# Find minimum adjustment cost of an array

Given an array of positive integers, replace each element in the array such that the difference between adjacent elements in the array is less than or equal to a given target. We need to minimize the adjustment cost, that is the sum of differences between new and old values.
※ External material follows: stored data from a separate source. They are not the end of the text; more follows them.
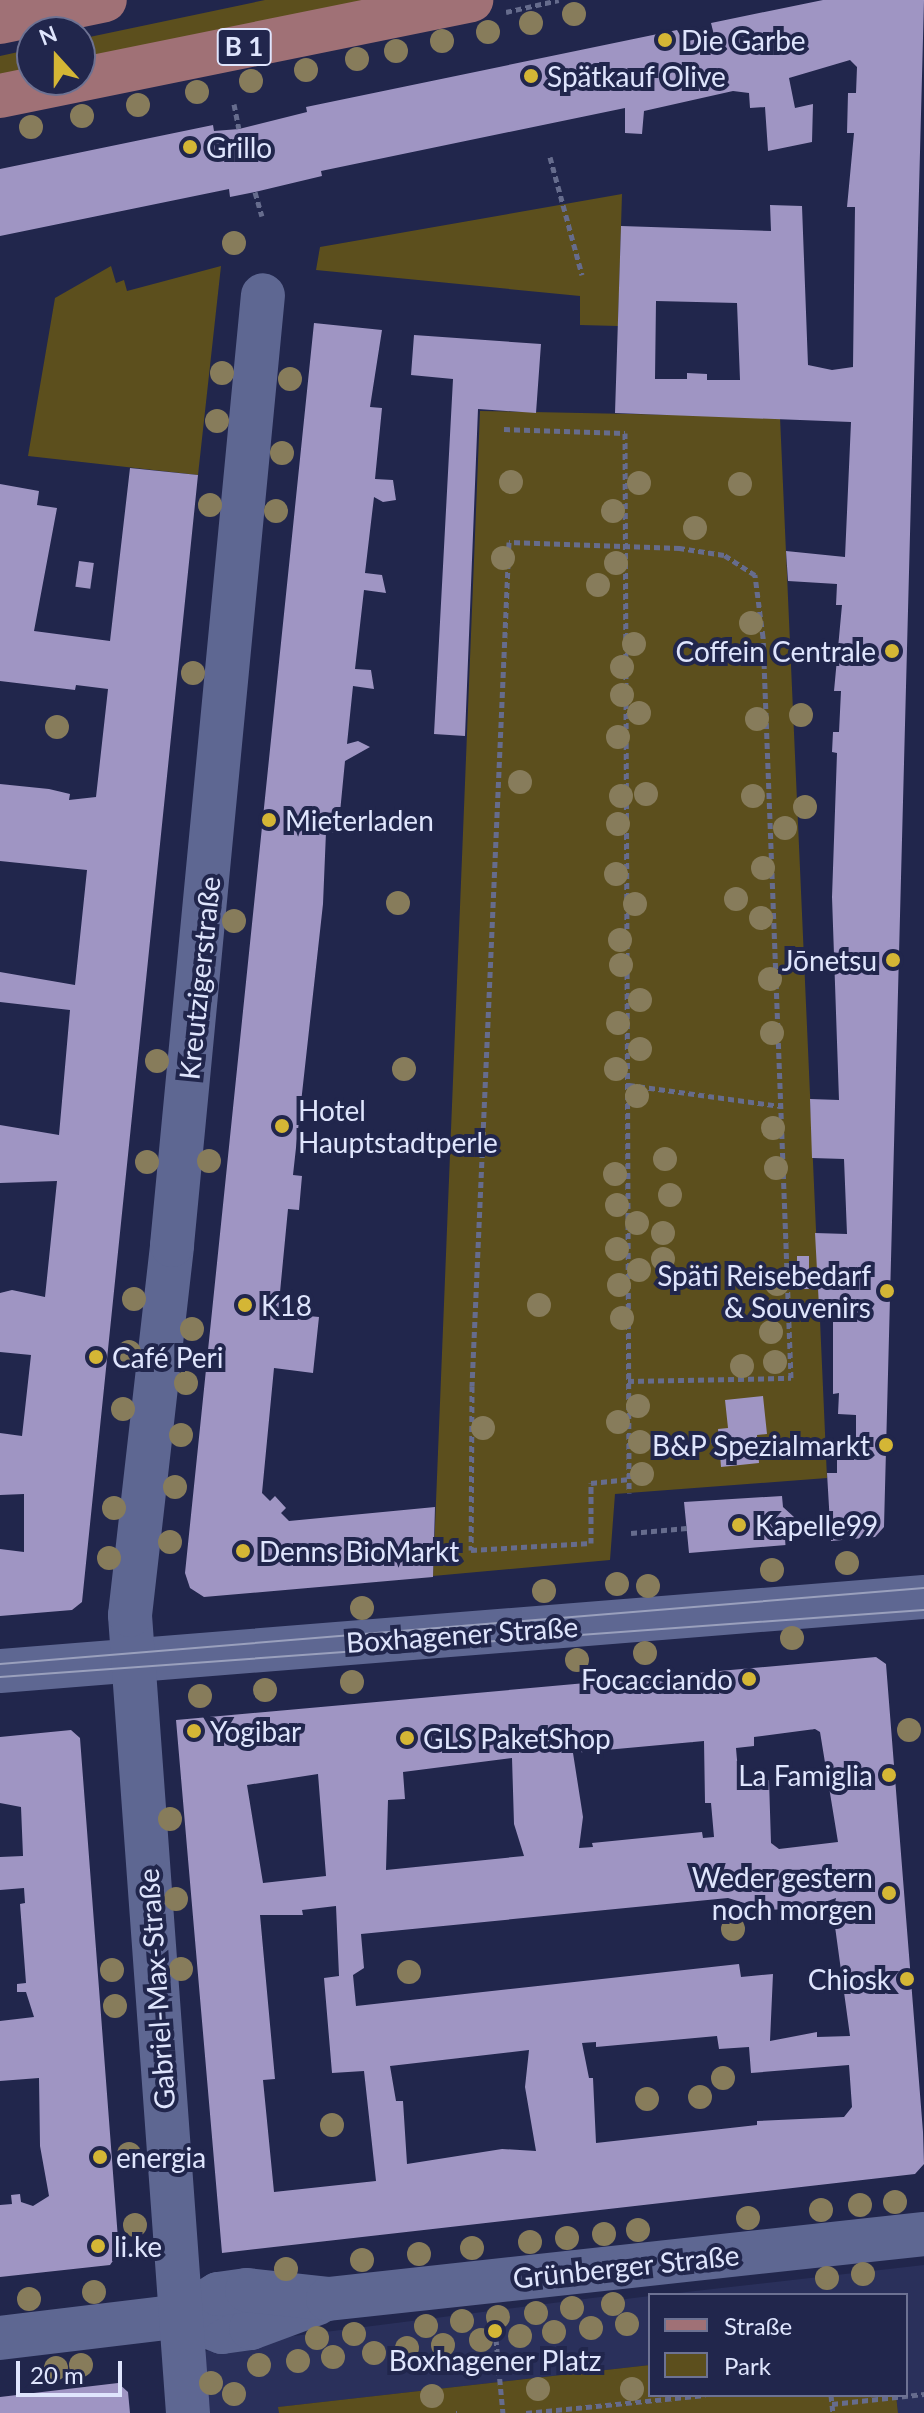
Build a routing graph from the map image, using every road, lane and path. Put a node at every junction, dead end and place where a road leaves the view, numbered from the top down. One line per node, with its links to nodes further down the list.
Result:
1 (105, 0): 3 (main road)
2 (471, 0): 4 (main road, B 1)
3 (0, 22)
4 (0, 96)
5 (234, 104): 6 (path)
6 (239, 129)
7 (550, 157): 10 (path)
8 (255, 192): 9 (path)
9 (262, 216)
10 (582, 275)
11 (263, 295): 24 (street, Kreutzigerstraße)
12 (504, 429): 13 (path)
13 (628, 544): 14 (path); 15 (path); 19 (path)
14 (629, 1085): 15 (path); 16 (path)
15 (780, 1106): 16 (path)
16 (628, 1381): 18 (path)
17 (719, 1441): 18 (path)
18 (631, 1443): 19 (path)
19 (630, 1479): 20 (path)
20 (629, 1493)
21 (687, 1528): 22 (path)
22 (631, 1533)
23 (924, 1597): 24 (street, Boxhagener Straße)
24 (132, 1660): 25 (street, Boxhagener Straße); 27 (street, Gabriel-Max-Straße)
25 (0, 1671)
26 (924, 2234): 27 (street, Grünberger Straße)
27 (181, 2316): 29 (street, Grünberger Straße); 34 (street, Gabriel-Max-Straße)
28 (495, 2329): 35 (path)
29 (0, 2338)
30 (685, 2397): 36 (path)
31 (831, 2397): 33 (path)
32 (896, 2397): 33 (path)
33 (832, 2404): 37 (path)
34 (188, 2413)
35 (503, 2413)
36 (526, 2413)
37 (833, 2413)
We basically need to minimize ∑|A[i] – Anew[i]| where 0 <= i <= n-1, n is size of A[] and Anew[] is the array with adjacent difference less that or equal to target.

Assume all elements of the array is less than constant M = 100.

Examples:

Input: arr = [1, 3, 0, 3], target = 1
Output: Minimum adjustment cost is 3
Explanation: One of the possible solutions
is [2, 3, 2, 3]

Input: arr = [2, 3, 2, 3], target = 1
Output: Minimum adjustment cost is 0
Explanation:  All adjacent elements in the input
array are already less than equal to given target

Input: arr = [55, 77, 52, 61, 39, 6,
25, 60, 49, 47], target = 10
Output: Minimum adjustment cost is 75
Explanation: One of the possible solutions is
[55, 62, 52, 49, 39, 29, 30, 40, 49, 47]

## Recommended: Please solve it on “PRACTICE ” first, before moving on to the solution.
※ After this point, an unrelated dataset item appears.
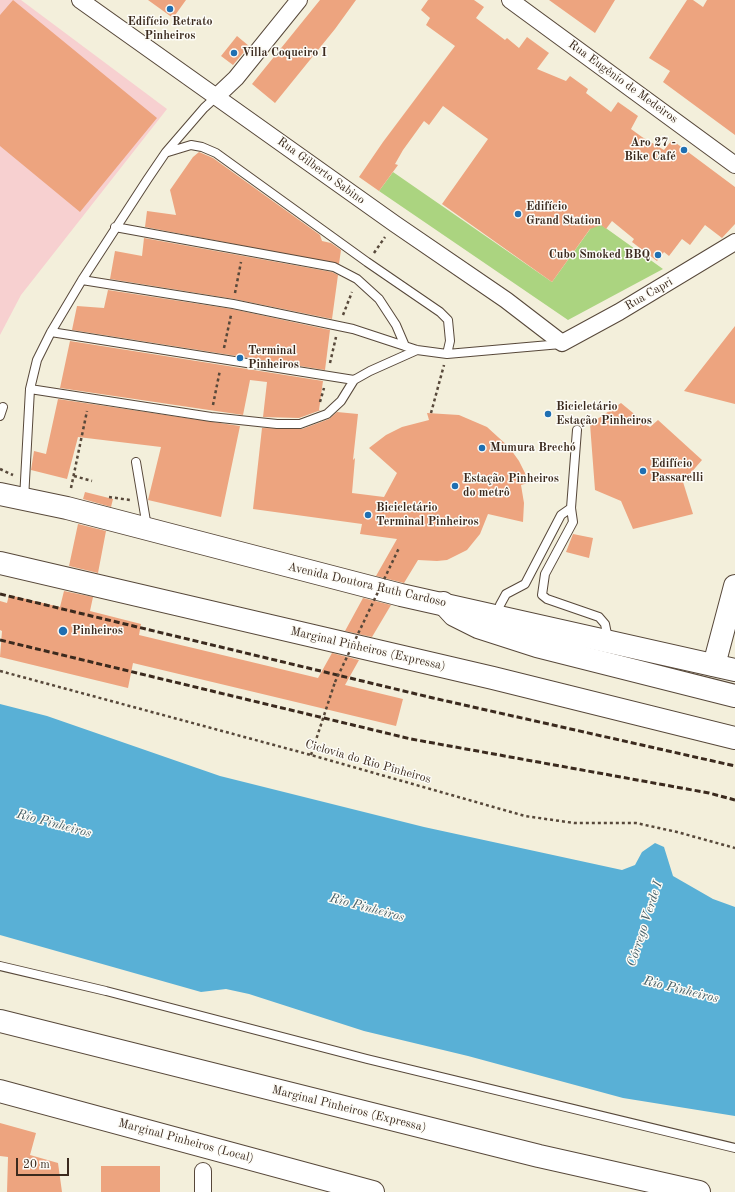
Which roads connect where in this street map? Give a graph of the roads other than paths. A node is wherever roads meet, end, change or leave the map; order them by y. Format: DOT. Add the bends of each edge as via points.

In order to minimize the adjustment cost ∑|A[i] – Anew[i]| for all index i in the array, |A[i] – Anew[i]| should be as close to zero as possible. Also, |A[i] – Anew[i+1] ]| <= Target.
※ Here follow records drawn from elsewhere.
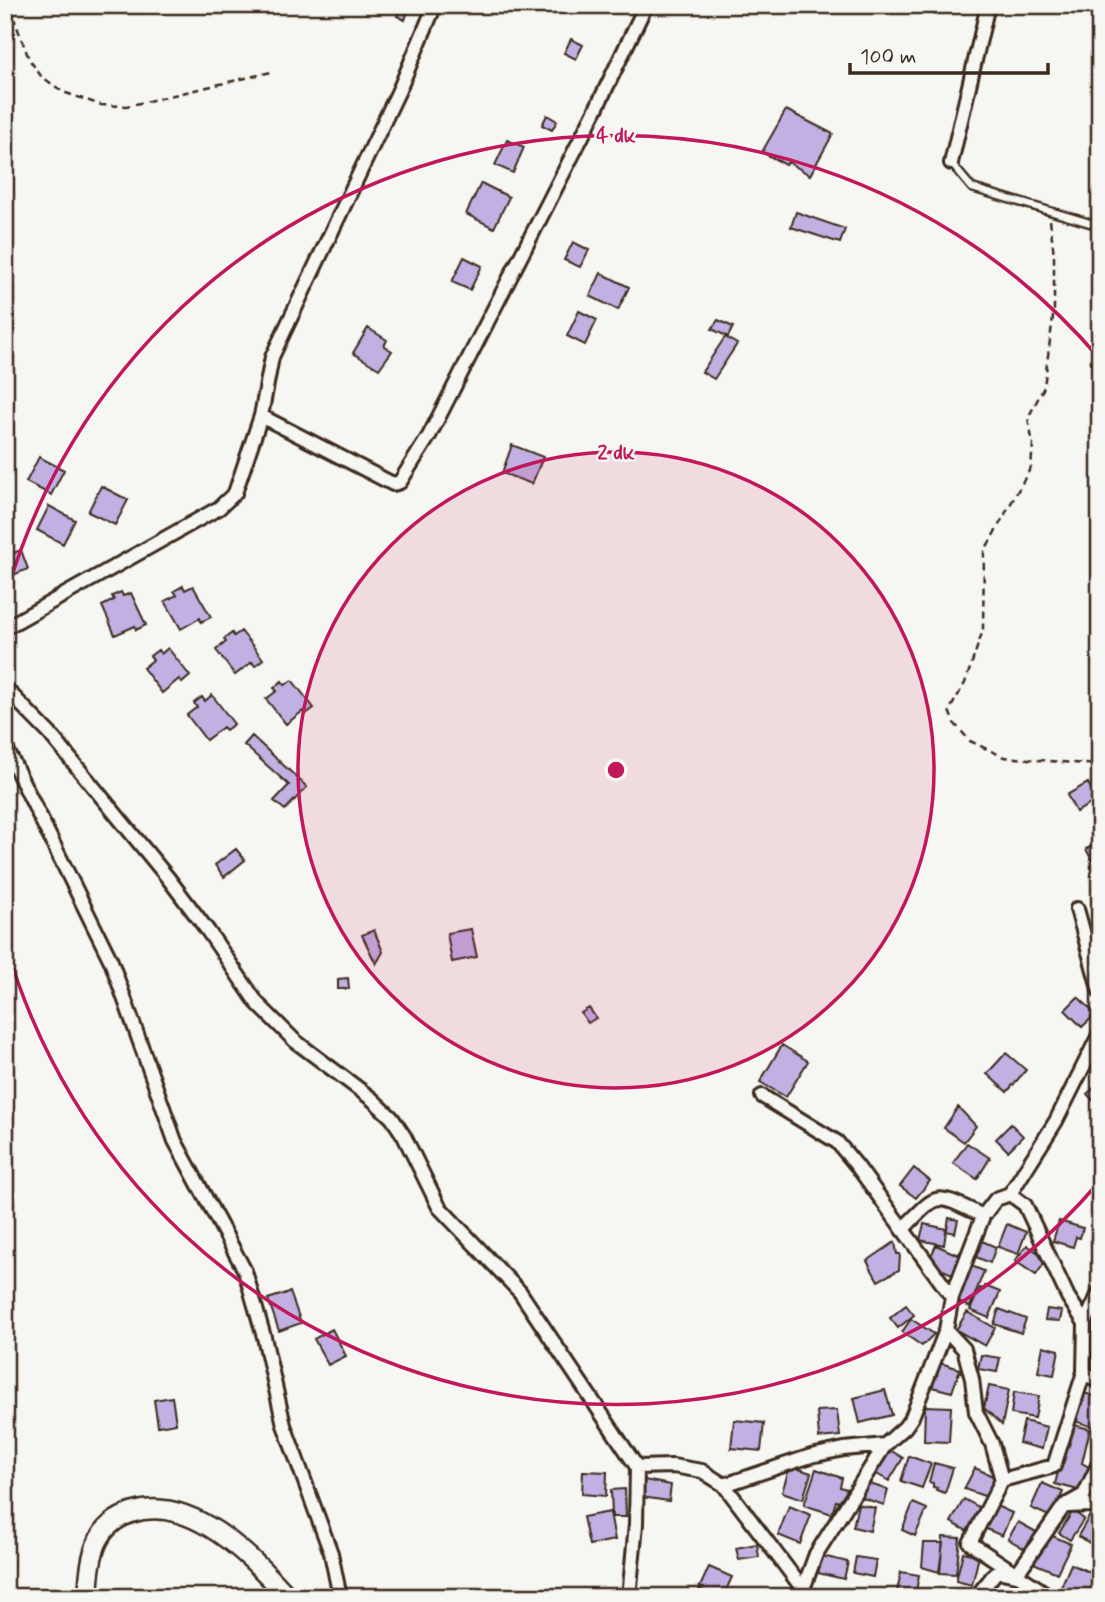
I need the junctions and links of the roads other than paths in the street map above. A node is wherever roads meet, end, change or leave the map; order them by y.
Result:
1 (435, 5) edge
2 (646, 5) edge
3 (988, 5) edge
4 (951, 163) joint
5 (1100, 226) edge
6 (261, 416) junction
7 (5, 628) edge
8 (5, 688) edge
9 (5, 746) edge
10 (1077, 909) dead end
11 (1096, 964) edge
12 (1100, 992) edge
13 (1100, 1034) edge
14 (762, 1096) dead end
15 (1010, 1194) junction
16 (983, 1216) junction
17 (902, 1230) junction
18 (1100, 1292) edge
19 (952, 1297) junction
20 (1086, 1323) junction
21 (946, 1330) junction
22 (1084, 1372) junction
23 (1100, 1383) edge
24 (885, 1445) junction
25 (1100, 1461) edge
26 (637, 1467) junction
27 (1002, 1480) junction
28 (724, 1485) junction
29 (1064, 1506) junction
30 (1100, 1508) edge
31 (1016, 1576) junction
32 (806, 1593) edge
33 (88, 1597) edge
34 (288, 1597) edge
35 (340, 1597) edge
36 (629, 1597) edge
37 (976, 1597) edge
38 (1051, 1597) edge

1 - 6 street
2 - 6 street
3 - 4 street
4 - 5 lane
6 - 7 street
8 - 26 street
9 - 35 street
10 - 11 street
11 - 12 street
13 - 15 street
14 - 17 street
15 - 16 street
15 - 20 street
16 - 17 street
16 - 19 street
17 - 19 street
18 - 20 street
19 - 21 street
20 - 22 street
21 - 24 street
21 - 27 street
22 - 23 street
22 - 27 street
24 - 28 street
24 - 32 street
25 - 29 street
26 - 28 street
26 - 36 street
27 - 31 street
28 - 32 street
29 - 30 street
29 - 31 street
31 - 37 street
31 - 38 street
33 - 34 street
This problem can be solved by dynamic programming.

Let dp[i][j] defines minimal adjustment cost on changing A[i] to j, then the DP relation is defined by –

dp[i][j] = min{dp[i - 1][k]} + |j - A[i]|
for all k's such that |k - j| <= target

Here, 0 <= i < n and 0 <= j <= M where n is number of elements in the array and M = 100. We have to consider all k such that max(j – target, 0) <= k <= min(M, j + target)

Finally, the minimum adjustment cost of the array will be min{dp[n – 1][j]} for all 0 <= j <= M.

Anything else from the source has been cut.